Last summer, former Fed Chairman Ben Bernanke, testifying before the House Financial Services Committee, went further. He suggested to lawmakers that a legislative fix would be the best solution to mitigate the effects of the Collins restrictions on nonbanks.
But Brown along with others are expected to make the case that the Fed has the ability to take a more flexible approach without an intervention by Congress, while still adhering to the spirit of the law, according to a Senate aide.
"Sen. Brown believes that insurance companies that focus predominately on these services should not have to face the same capital standards needed to protect our financial system from Too Big to Fail' megabanks," said Ben Famous, a spokesman for the senator.

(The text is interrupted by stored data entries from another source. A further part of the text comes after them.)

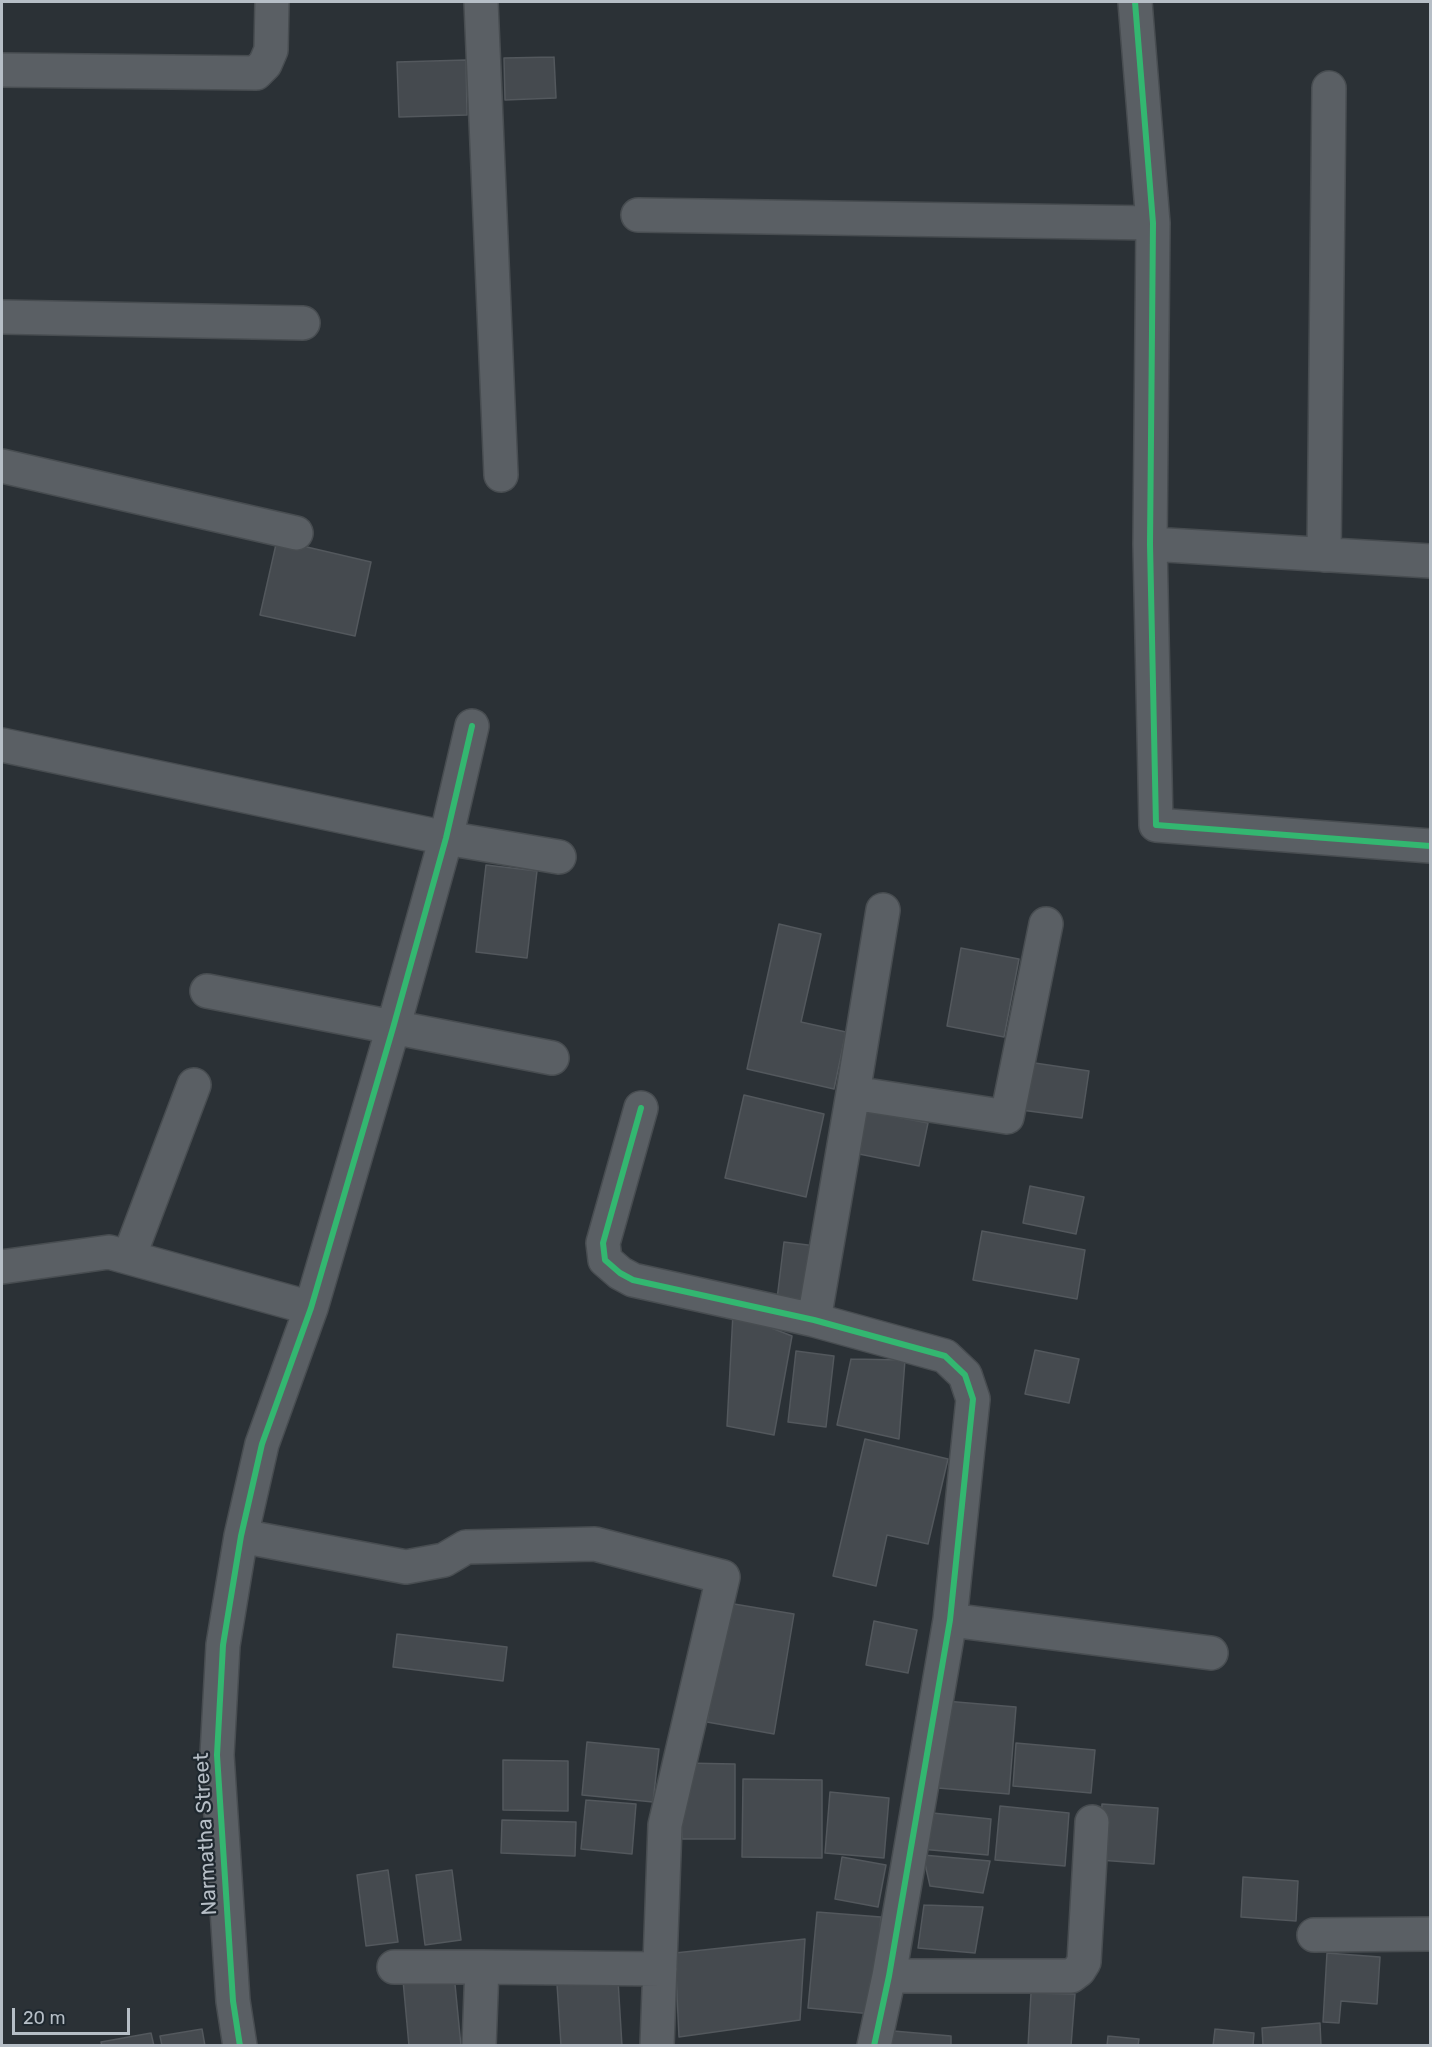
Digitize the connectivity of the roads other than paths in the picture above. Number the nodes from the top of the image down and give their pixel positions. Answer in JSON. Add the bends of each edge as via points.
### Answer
{"nodes":[{"id":1,"x":272,"y":2,"type":"edge"},
{"id":2,"x":481,"y":2,"type":"edge"},
{"id":3,"x":1135,"y":2,"type":"edge"},
{"id":4,"x":2,"y":70,"type":"edge"},
{"id":5,"x":1329,"y":88,"type":"dead end"},
{"id":6,"x":638,"y":215,"type":"dead end"},
{"id":7,"x":1153,"y":224,"type":"junction"},
{"id":8,"x":2,"y":317,"type":"edge"},
{"id":9,"x":303,"y":323,"type":"dead end"},
{"id":10,"x":2,"y":466,"type":"edge"},
{"id":11,"x":501,"y":476,"type":"dead end"},
{"id":12,"x":296,"y":532,"type":"dead end"},
{"id":13,"x":1150,"y":544,"type":"junction"},
{"id":14,"x":1324,"y":555,"type":"junction"},
{"id":15,"x":1431,"y":561,"type":"edge"},
{"id":16,"x":472,"y":726,"type":"dead end"},
{"id":17,"x":2,"y":745,"type":"edge"},
{"id":18,"x":446,"y":838,"type":"junction"},
{"id":19,"x":1431,"y":846,"type":"edge"},
{"id":20,"x":559,"y":856,"type":"dead end"},
{"id":21,"x":883,"y":910,"type":"dead end"},
{"id":22,"x":1046,"y":924,"type":"dead end"},
{"id":23,"x":207,"y":991,"type":"dead end"},
{"id":24,"x":393,"y":1028,"type":"junction"},
{"id":25,"x":552,"y":1058,"type":"dead end"},
{"id":26,"x":194,"y":1085,"type":"dead end"},
{"id":27,"x":853,"y":1093,"type":"junction"},
{"id":28,"x":641,"y":1108,"type":"dead end"},
{"id":29,"x":129,"y":1257,"type":"junction"},
{"id":30,"x":2,"y":1267,"type":"edge"},
{"id":31,"x":310,"y":1308,"type":"junction"},
{"id":32,"x":814,"y":1320,"type":"junction"},
{"id":33,"x":241,"y":1536,"type":"junction"},
{"id":34,"x":950,"y":1620,"type":"junction"},
{"id":35,"x":1211,"y":1653,"type":"dead end"},
{"id":36,"x":1092,"y":1822,"type":"dead end"},
{"id":37,"x":1431,"y":1934,"type":"edge"},
{"id":38,"x":1314,"y":1935,"type":"dead end"},
{"id":39,"x":394,"y":1967,"type":"dead end"},
{"id":40,"x":482,"y":1967,"type":"junction"},
{"id":41,"x":660,"y":1969,"type":"junction"},
{"id":42,"x":889,"y":1976,"type":"junction"},
{"id":43,"x":240,"y":2046,"type":"edge"},
{"id":44,"x":479,"y":2046,"type":"edge"},
{"id":45,"x":657,"y":2046,"type":"edge"},
{"id":46,"x":874,"y":2046,"type":"edge"}],
"edges":[{"from":1,"to":4,"type":"street","via":[[272,50],[256,73]]},
{"from":2,"to":11,"type":"street"},
{"from":3,"to":7,"type":"street"},
{"from":5,"to":14,"type":"street"},
{"from":6,"to":7,"type":"street"},
{"from":7,"to":13,"type":"street"},
{"from":8,"to":9,"type":"street"},
{"from":10,"to":12,"type":"street"},
{"from":13,"to":14,"type":"street"},
{"from":13,"to":19,"type":"street","via":[[1156,825]]},
{"from":14,"to":15,"type":"street"},
{"from":16,"to":18,"type":"street","name":"Narmatha Street"},
{"from":17,"to":18,"type":"street"},
{"from":18,"to":20,"type":"street"},
{"from":18,"to":24,"type":"street","name":"Narmatha Street"},
{"from":21,"to":27,"type":"street"},
{"from":22,"to":27,"type":"street","via":[[1007,1117]]},
{"from":23,"to":24,"type":"street"},
{"from":24,"to":25,"type":"street"},
{"from":24,"to":31,"type":"street","name":"Narmatha Street"},
{"from":26,"to":29,"type":"street"},
{"from":27,"to":32,"type":"street"},
{"from":28,"to":32,"type":"street","via":[[603,1243],[605,1260],[633,1280]]},
{"from":29,"to":30,"type":"street","via":[[109,1252]]},
{"from":29,"to":31,"type":"street"},
{"from":31,"to":33,"type":"street","name":"Narmatha Street","via":[[262,1444]]},
{"from":32,"to":34,"type":"street","via":[[945,1356],[965,1375],[973,1399]]},
{"from":33,"to":41,"type":"street","via":[[406,1567],[444,1560],[466,1547],[595,1544],[723,1577],[665,1825]]},
{"from":33,"to":43,"type":"street","name":"Narmatha Street","via":[[223,1645],[217,1755],[233,2001]]},
{"from":34,"to":35,"type":"street"},
{"from":34,"to":42,"type":"street"},
{"from":36,"to":42,"type":"street","via":[[1084,1962],[1079,1970],[1071,1976]]},
{"from":37,"to":38,"type":"street"},
{"from":39,"to":40,"type":"street"},
{"from":40,"to":41,"type":"street"},
{"from":40,"to":44,"type":"street"},
{"from":41,"to":45,"type":"street"},
{"from":42,"to":46,"type":"street"}]}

But Gardner argued that if the Fed had found a loophole, they would have already issued a proposal on the matter.
"If there was an easy way to get around this they would have found it by now," said Gardner. "It's taken them a long time, which suggests to me that there is no easy answer."
Meanwhile, Collins is expected to reiterate at the hearing her view that the provision was not meant to impose bank-like standards on firms like insurance companies.

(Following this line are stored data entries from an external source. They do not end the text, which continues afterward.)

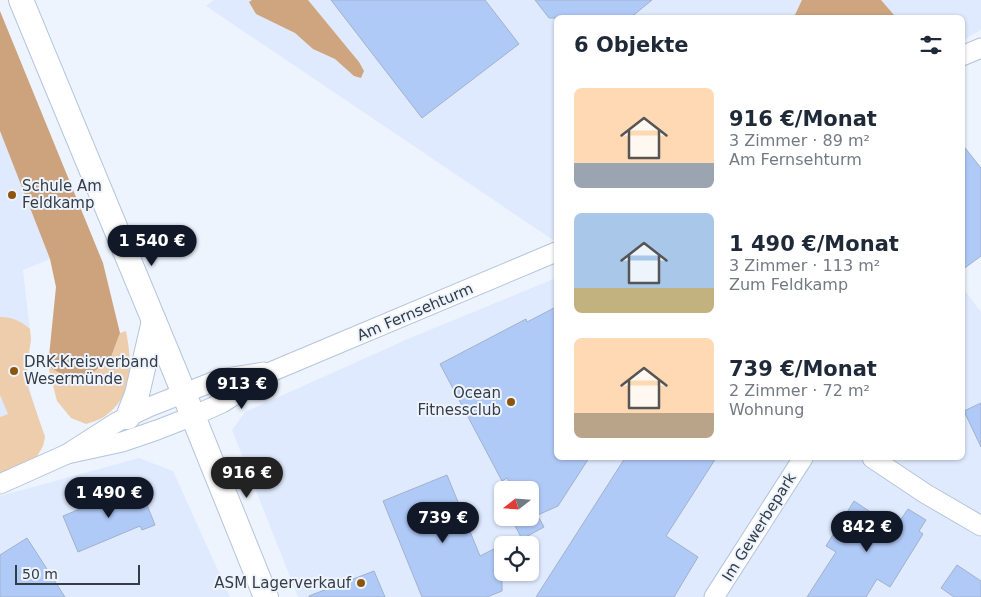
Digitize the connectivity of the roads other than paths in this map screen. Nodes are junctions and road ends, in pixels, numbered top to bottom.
1 (21, 0) edge
2 (981, 48) edge
3 (965, 55) edge
4 (554, 253) edge
5 (154, 321) junction
6 (273, 371) junction
7 (184, 394) junction
8 (193, 416) junction
9 (128, 417) junction
10 (67, 454) junction
11 (802, 460) edge
12 (875, 460) edge
13 (0, 484) edge
14 (981, 526) edge
15 (266, 597) edge
16 (714, 597) edge

1 - 5 main road
2 - 3 street
4 - 6 street, Am Fernsehturm
5 - 7 main road
5 - 9 main road
6 - 7 street, Am Fernsehturm
6 - 8 street, Am Fernsehturm
7 - 8 main road
7 - 9 street, Am Fernsehturm
8 - 10 street, Am Fernsehturm
8 - 15 main road
9 - 10 street, Am Fernsehturm
10 - 13 street
11 - 16 street, Im Gewerbepark
12 - 14 street

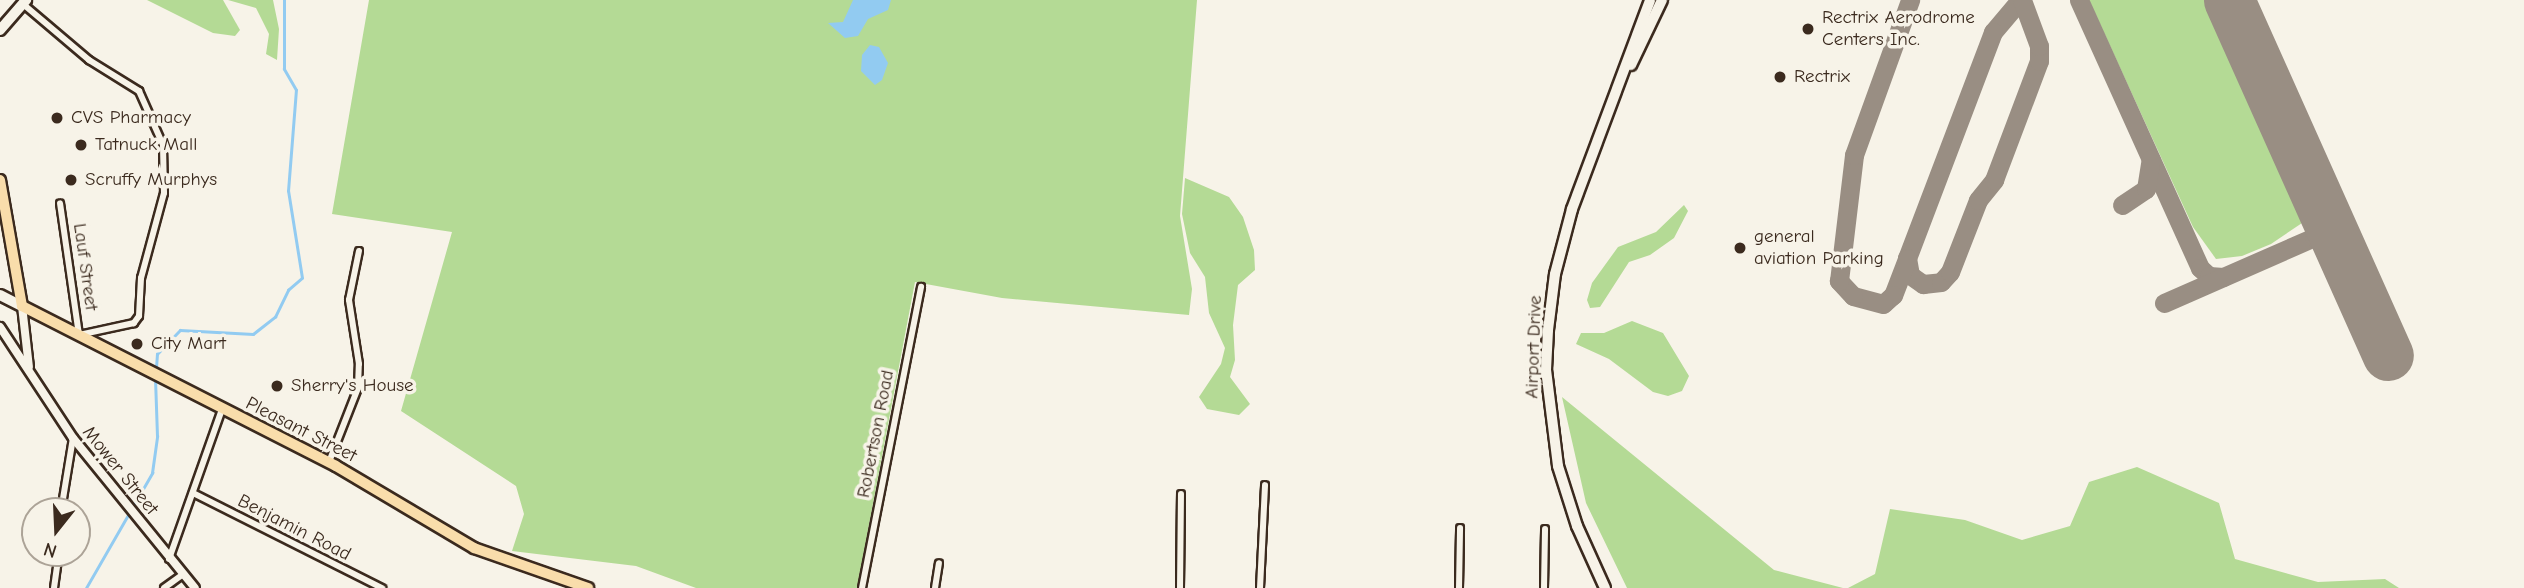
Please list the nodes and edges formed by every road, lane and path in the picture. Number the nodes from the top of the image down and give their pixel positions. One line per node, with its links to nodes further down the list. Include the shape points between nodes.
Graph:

"It was not Congress' intent that federal regulators supplant prudential state-based insurance regulation with a bank-centric capital regime," Collins wrote in a Nov. 26, 2012, letter to the three top bank regulators. "For example, banks and insurers typically have different composition of asset and liabilities, since it is fundamental to insurance companies to match assets to liabilities, but this is not characteristic of most banks. I believe that it is consistent with my amendment that these distinctions be recognized in the final rule."

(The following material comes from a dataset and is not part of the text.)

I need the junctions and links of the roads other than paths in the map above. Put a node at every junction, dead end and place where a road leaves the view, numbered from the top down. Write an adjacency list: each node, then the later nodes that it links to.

But top Fed officials have disagreed, arguing that while regulators can and will take into account different characteristics of insurance products that are not marketed by banks, they are limited in other areas such as risk-weighting.
"We don't have the ability to risk weight, for example, the same security that's held by a bank or by an insurance company differently," said Tarullo at the July hearing. "And at some level [it] doesn't really make sense to do it differently. The asset has the risk that it has."
Brown, along with Sen. Mike Johanns, R-Neb., drafted a bill that would clarify the Collins amendment by exempting insurers from the Fed's capital regime for banks while still leaving intact its ability to impose capital standards on insurance companies. The legislation has received bipartisan support from 20 cosponsors.
In addition, the bill would also ensure that Basel III bank capital standards would be appropriately applied to institutions owned by an insurance firm.
Last July, regulators postponed applying Basel III rules to insurance companies, and have been in negotiations with the industry on how to revise the global framework to meet such firms' business models.
That's partly why the debate over the Collins amendment could be a turning point for how the Fed proceeds. Presumably, any changes or signs of flexibility by the Fed on the provision could signal how sympathetic it may be in crafting other rules.
"If the Fed changed its view on Collins, the Fed would be much more lenient on the Basel III rules," said Petrou.